• by Josie D. Cortez, M.A. • IDRA Newsletter • November- December 2015 •
A few years ago, I wrote about an incident when parents put their children on a cross-country flight to visit their grandparents. When the flight arrived, the grandparents waited eagerly to greet their grandchildren. Everyone got off the airplane, but no children were to be found. The grandparents were frantic. How could the airline have lost their grandchildren?
Quickly, the flight crew and airline agents mobilized to find those children, and in what seemed like an eternity the children were found in another airport. The airline president accepted responsibility, apologized and promised to find out what had happened and to change the system so that a child would never be lost again.
Texas schools lose a student every four minutes. That’s more than one out of four (27 percent) students lost. Close to one out of seven (14 percent) are White, two out of five (37 percent) are Hispanic and one out of three (30 percent) are African American. Since IDRA’s first comprehensive study of Texas dropouts in 1986, schools in this state have lost 3.1 million high school students at a cumulative cost of $976 billion in lost earnings and taxes.
Of those who do graduate from high school, only two out of five (41 percent) enroll in a two- or four-year public college or university the following fall. Of those, about one out of six (16.9 percent) earned a degree or certificate after six years. By ethnicity, one out of four White students earned a degree or certificate, compared to one out of 10 African American students and Hispanic students. (Texas Higher Education Coordinating Board, 2010)
It is no longer disputed that many students never reach their final destination. Even worse, no one is looking for them. Many even refuse to acknowledge the students are gone. Those who do admit they lost students usually blame the students or their families for the loss.
Imagine if the airline president had said that their young charges had not arrived because they were minority or because their parents were economically disadvantaged or because their children were “unmotivated.”
Instead, everyone with that airline took responsibility for ensuring safe passage for those young passengers. The same must be true of our schools, colleges and universities. They, too, must take more responsibility for ensuring safe passage for our children – they must hold on to them from the beginning of their journey at prekindergarten to their final destination of college and career.
What needs to be done?
Reframe the discourse: From “Deficit” to “Valuing”
Re-form the school culture by changing the paradigm from dropout prevention to graduation – where every student is known and valued, and where losing even one student is not an option.
Ensure better preparation beginning at preK levels to ensure students’ success during middle and high school transitions.
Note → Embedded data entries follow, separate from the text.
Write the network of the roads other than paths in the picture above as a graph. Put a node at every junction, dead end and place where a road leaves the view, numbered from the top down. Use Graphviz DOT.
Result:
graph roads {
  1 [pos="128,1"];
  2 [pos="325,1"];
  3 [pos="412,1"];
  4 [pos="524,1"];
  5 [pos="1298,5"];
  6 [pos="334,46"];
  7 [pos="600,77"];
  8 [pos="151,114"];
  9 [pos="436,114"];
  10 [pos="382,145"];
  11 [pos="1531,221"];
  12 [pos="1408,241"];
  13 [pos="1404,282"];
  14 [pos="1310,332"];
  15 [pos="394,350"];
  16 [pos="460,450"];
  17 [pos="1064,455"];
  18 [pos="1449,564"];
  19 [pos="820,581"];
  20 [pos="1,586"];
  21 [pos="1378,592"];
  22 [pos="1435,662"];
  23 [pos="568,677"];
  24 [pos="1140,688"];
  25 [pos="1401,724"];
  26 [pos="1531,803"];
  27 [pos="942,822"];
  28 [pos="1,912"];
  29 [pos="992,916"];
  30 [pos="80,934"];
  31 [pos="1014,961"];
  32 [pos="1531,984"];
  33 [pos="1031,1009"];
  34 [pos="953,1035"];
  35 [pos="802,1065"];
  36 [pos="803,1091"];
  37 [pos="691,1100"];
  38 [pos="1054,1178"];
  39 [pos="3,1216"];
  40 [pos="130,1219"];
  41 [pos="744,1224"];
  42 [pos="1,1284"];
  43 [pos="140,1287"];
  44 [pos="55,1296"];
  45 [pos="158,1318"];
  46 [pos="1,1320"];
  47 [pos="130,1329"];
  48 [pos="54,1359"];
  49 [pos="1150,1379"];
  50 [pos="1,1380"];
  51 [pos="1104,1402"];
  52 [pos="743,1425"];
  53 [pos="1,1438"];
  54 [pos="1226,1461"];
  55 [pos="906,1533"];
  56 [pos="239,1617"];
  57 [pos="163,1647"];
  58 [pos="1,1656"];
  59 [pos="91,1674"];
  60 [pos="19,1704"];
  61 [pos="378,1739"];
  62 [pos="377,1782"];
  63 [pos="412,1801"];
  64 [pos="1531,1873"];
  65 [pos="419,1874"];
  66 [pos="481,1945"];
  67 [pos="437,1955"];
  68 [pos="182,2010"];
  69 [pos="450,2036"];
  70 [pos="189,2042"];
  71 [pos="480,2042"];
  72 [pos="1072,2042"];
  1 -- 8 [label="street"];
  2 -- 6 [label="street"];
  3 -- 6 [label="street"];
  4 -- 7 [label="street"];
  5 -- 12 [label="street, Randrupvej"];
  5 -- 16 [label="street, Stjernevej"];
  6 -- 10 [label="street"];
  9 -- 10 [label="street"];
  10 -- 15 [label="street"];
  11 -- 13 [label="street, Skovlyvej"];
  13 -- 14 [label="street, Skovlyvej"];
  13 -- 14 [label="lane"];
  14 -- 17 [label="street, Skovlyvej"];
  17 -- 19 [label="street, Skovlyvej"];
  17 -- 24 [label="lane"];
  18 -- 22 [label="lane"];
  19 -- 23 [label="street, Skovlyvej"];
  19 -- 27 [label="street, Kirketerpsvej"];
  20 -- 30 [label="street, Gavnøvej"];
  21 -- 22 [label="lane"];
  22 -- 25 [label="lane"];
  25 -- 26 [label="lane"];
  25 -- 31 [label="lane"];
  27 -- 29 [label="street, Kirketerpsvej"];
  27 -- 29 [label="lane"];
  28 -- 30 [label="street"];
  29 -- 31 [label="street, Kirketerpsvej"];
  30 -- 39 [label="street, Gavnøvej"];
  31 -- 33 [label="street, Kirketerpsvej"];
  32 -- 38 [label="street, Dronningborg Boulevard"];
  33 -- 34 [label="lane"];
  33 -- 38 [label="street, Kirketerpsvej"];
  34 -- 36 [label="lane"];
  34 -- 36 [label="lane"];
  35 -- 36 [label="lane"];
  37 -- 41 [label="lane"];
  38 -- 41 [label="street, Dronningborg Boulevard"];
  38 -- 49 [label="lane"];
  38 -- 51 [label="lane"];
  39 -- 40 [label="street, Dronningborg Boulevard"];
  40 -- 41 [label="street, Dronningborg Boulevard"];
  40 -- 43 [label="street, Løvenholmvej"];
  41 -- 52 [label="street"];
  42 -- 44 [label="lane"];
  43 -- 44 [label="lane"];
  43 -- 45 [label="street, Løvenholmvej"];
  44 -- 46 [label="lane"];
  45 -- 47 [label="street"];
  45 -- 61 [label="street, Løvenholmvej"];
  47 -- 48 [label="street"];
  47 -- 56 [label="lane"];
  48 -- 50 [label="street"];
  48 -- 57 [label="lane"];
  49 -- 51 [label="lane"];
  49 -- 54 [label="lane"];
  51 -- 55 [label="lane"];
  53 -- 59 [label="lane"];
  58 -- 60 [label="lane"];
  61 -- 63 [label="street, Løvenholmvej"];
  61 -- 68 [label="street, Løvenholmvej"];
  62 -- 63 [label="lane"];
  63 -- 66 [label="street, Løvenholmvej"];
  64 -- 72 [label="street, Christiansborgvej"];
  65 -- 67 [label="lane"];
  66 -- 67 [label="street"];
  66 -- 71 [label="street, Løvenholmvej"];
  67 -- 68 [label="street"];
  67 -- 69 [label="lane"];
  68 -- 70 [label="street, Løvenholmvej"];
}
There are key transition points along the preK-20 pipeline where a student’s safe passage can become perilous. Preparation and support of everyone in the educational process are critical in these junctures of preK to kindergarten, elementary to middle school (or junior high), eighth grade to ninth, and high school to college. Students don’t suddenly drop out in the 10th grade, that’s just the tipping point. There is a long dysfunctional process that begins early in the pipeline of some students being seen as a burden, of being told they don’t belong, that they’re not smart enough, that their parents don’t value education, or that they lack a “college-going culture.”
The challenge with an integrated systemic approach is that everything is connected and interrelated. One person or event can have negative effects far beyond an isolated incident, as in a teacher telling a first grader he is destined to drop out of school and sending him to a disciplinary alternative education program for being a bit disruptive.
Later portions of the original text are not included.